___ Material for this exercise

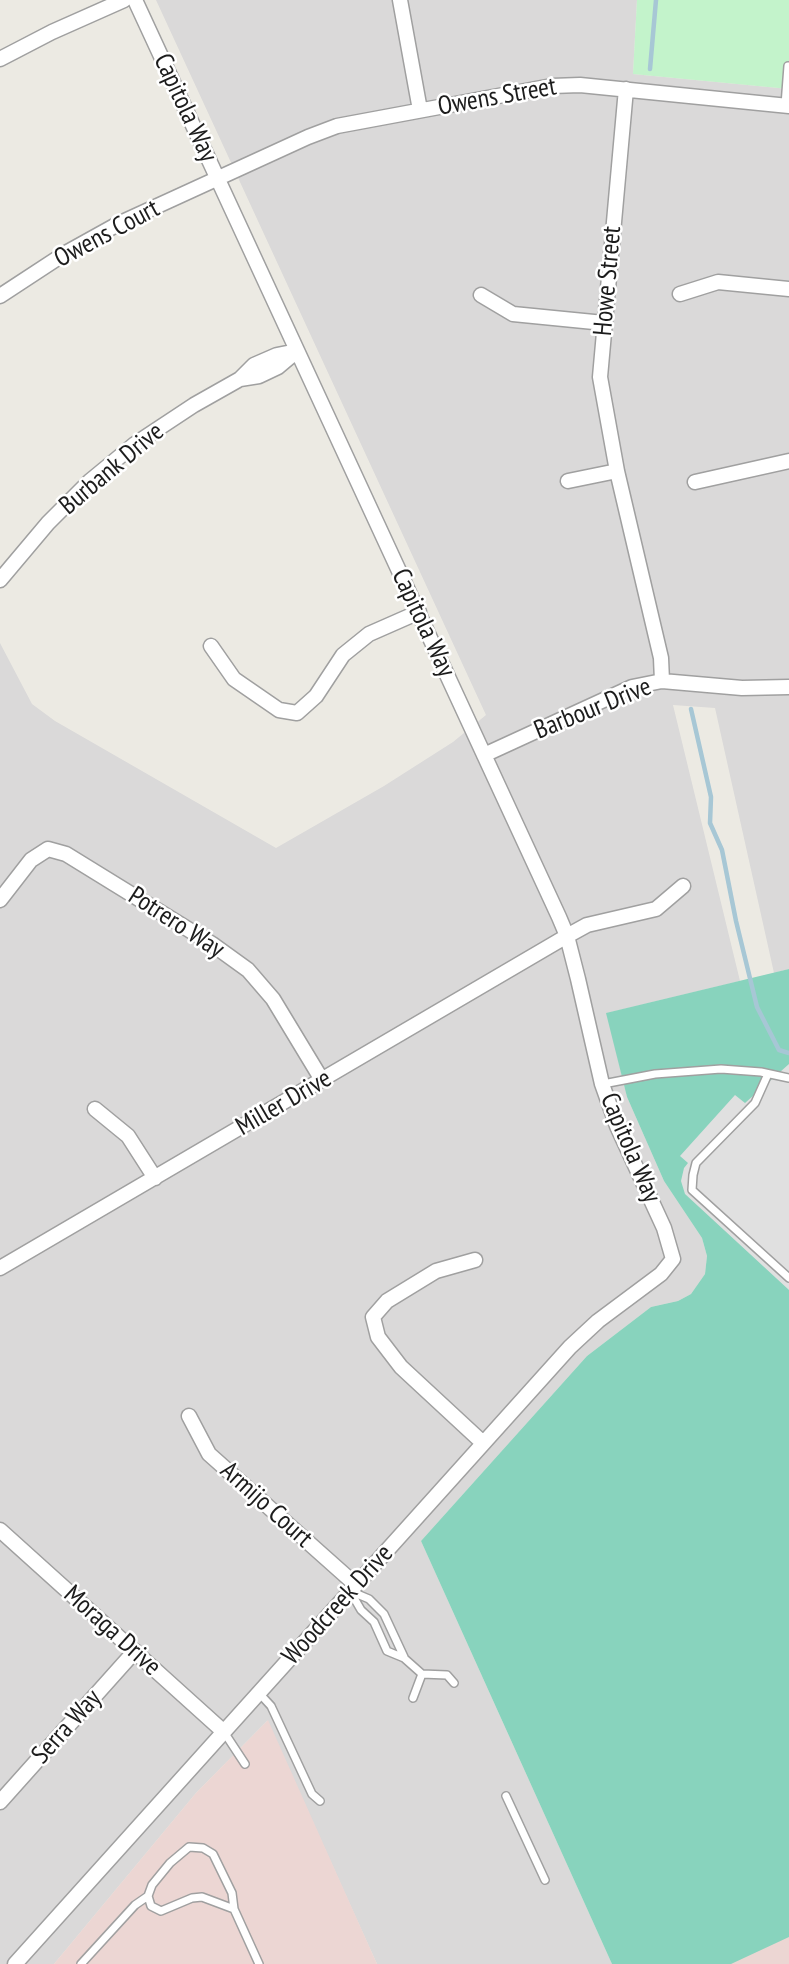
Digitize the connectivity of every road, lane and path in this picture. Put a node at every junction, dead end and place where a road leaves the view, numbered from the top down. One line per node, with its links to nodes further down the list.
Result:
1 (124, 0): 4 (street)
2 (135, 0): 9 (street, Capitola Way)
3 (400, 0): 8 (street)
4 (0, 59)
5 (788, 66): 7 (lane)
6 (626, 89): 7 (street, Owens Street); 8 (street, Owens Street); 14 (street, Howe Street)
7 (787, 105)
8 (420, 110): 9 (street, Owens Street)
9 (217, 179): 13 (street, Owens Court); 15 (street, Capitola Way)
10 (789, 289): 11 (street)
11 (680, 294)
12 (481, 295): 14 (street)
13 (0, 296)
14 (604, 323): 17 (street, Howe Street)
15 (297, 351): 20 (street, Burbank Drive); 21 (street, Capitola Way)
16 (789, 461): 19 (street)
17 (617, 471): 18 (street); 23 (street, Howe Street)
18 (568, 481)
19 (695, 482)
20 (0, 580)
21 (419, 612): 22 (street); 25 (street, Capitola Way)
22 (211, 646)
23 (662, 681): 24 (street, Barbour Drive); 25 (street, Barbour Drive)
24 (789, 687)
25 (484, 755): 28 (street, Capitola Way)
26 (683, 886): 28 (street, Miller Drive)
27 (0, 900): 31 (street, Potrero Way)
28 (567, 936): 31 (street, Miller Drive); 32 (street, Capitola Way)
29 (768, 1073): 30 (lane); 32 (lane); 38 (lane)
30 (789, 1078)
31 (322, 1080): 34 (street, Miller Drive)
32 (602, 1084): 35 (street, Capitola Way)
33 (95, 1109): 34 (street)
34 (155, 1178): 37 (street, Miller Drive)
35 (673, 1259): 40 (street, Woodcreek Drive)
36 (475, 1260): 40 (street)
37 (0, 1268)
38 (789, 1278)
39 (189, 1416): 42 (street, Armijo Court)
40 (483, 1443): 42 (street, Woodcreek Drive)
41 (0, 1531): 43 (street, Moraga Drive)
42 (353, 1588): 44 (lane); 44 (lane); 47 (street, Woodcreek Drive)
43 (135, 1651): 49 (street, Moraga Drive); 53 (street, Serra Way)
44 (404, 1658): 45 (lane)
45 (422, 1674): 46 (lane); 48 (lane)
46 (454, 1683)
47 (259, 1693): 49 (street, Woodcreek Drive); 52 (lane)
48 (413, 1698)
49 (224, 1732): 50 (lane); 57 (street, Woodcreek Drive)
50 (245, 1764)
51 (506, 1796): 54 (lane)
52 (320, 1801)
53 (0, 1802)
54 (545, 1880)
55 (148, 1896): 56 (lane); 56 (lane); 58 (lane)
56 (234, 1909): 59 (lane)
57 (15, 1964)
58 (81, 1964)
59 (259, 1964)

______

## Your instructions
Copy every record exactly as it appears, apart from any pictures.

## Answer to this exercise
Digitize the connectivity of every road, lane and path in this picture. Put a node at every junction, dead end and place where a road leaves the view, numbered from the top down. One line per node, with its links to nodes further down the list.
Result:
1 (124, 0): 4 (street)
2 (135, 0): 9 (street, Capitola Way)
3 (400, 0): 8 (street)
4 (0, 59)
5 (788, 66): 7 (lane)
6 (626, 89): 7 (street, Owens Street); 8 (street, Owens Street); 14 (street, Howe Street)
7 (787, 105)
8 (420, 110): 9 (street, Owens Street)
9 (217, 179): 13 (street, Owens Court); 15 (street, Capitola Way)
10 (789, 289): 11 (street)
11 (680, 294)
12 (481, 295): 14 (street)
13 (0, 296)
14 (604, 323): 17 (street, Howe Street)
15 (297, 351): 20 (street, Burbank Drive); 21 (street, Capitola Way)
16 (789, 461): 19 (street)
17 (617, 471): 18 (street); 23 (street, Howe Street)
18 (568, 481)
19 (695, 482)
20 (0, 580)
21 (419, 612): 22 (street); 25 (street, Capitola Way)
22 (211, 646)
23 (662, 681): 24 (street, Barbour Drive); 25 (street, Barbour Drive)
24 (789, 687)
25 (484, 755): 28 (street, Capitola Way)
26 (683, 886): 28 (street, Miller Drive)
27 (0, 900): 31 (street, Potrero Way)
28 (567, 936): 31 (street, Miller Drive); 32 (street, Capitola Way)
29 (768, 1073): 30 (lane); 32 (lane); 38 (lane)
30 (789, 1078)
31 (322, 1080): 34 (street, Miller Drive)
32 (602, 1084): 35 (street, Capitola Way)
33 (95, 1109): 34 (street)
34 (155, 1178): 37 (street, Miller Drive)
35 (673, 1259): 40 (street, Woodcreek Drive)
36 (475, 1260): 40 (street)
37 (0, 1268)
38 (789, 1278)
39 (189, 1416): 42 (street, Armijo Court)
40 (483, 1443): 42 (street, Woodcreek Drive)
41 (0, 1531): 43 (street, Moraga Drive)
42 (353, 1588): 44 (lane); 44 (lane); 47 (street, Woodcreek Drive)
43 (135, 1651): 49 (street, Moraga Drive); 53 (street, Serra Way)
44 (404, 1658): 45 (lane)
45 (422, 1674): 46 (lane); 48 (lane)
46 (454, 1683)
47 (259, 1693): 49 (street, Woodcreek Drive); 52 (lane)
48 (413, 1698)
49 (224, 1732): 50 (lane); 57 (street, Woodcreek Drive)
50 (245, 1764)
51 (506, 1796): 54 (lane)
52 (320, 1801)
53 (0, 1802)
54 (545, 1880)
55 (148, 1896): 56 (lane); 56 (lane); 58 (lane)
56 (234, 1909): 59 (lane)
57 (15, 1964)
58 (81, 1964)
59 (259, 1964)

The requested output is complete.